Task material:
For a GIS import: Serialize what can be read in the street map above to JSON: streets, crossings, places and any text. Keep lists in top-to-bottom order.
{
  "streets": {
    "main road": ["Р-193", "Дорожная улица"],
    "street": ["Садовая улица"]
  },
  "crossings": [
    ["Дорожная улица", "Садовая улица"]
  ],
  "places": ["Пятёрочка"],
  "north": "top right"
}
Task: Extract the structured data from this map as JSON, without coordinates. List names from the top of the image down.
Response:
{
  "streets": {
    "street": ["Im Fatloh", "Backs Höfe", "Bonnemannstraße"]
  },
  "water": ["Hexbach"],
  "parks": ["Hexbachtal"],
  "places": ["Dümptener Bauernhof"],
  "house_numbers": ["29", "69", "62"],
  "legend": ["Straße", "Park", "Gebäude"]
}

Work instruction:
Every line of the listing should be reproduced exactly.

Response below:
For a GIS import: Serialize what can be read in the street map above to JSON: streets, crossings, places and any text. Keep lists in top-to-bottom order.
{
  "streets": {
    "main road": ["Р-193", "Дорожная улица"],
    "street": ["Садовая улица"]
  },
  "crossings": [
    ["Дорожная улица", "Садовая улица"]
  ],
  "places": ["Пятёрочка"],
  "north": "top right"
}
Task: Extract the structured data from this map as JSON, without coordinates. List names from the top of the image down.
Response:
{
  "streets": {
    "street": ["Im Fatloh", "Backs Höfe", "Bonnemannstraße"]
  },
  "water": ["Hexbach"],
  "parks": ["Hexbachtal"],
  "places": ["Dümptener Bauernhof"],
  "house_numbers": ["29", "69", "62"],
  "legend": ["Straße", "Park", "Gebäude"]
}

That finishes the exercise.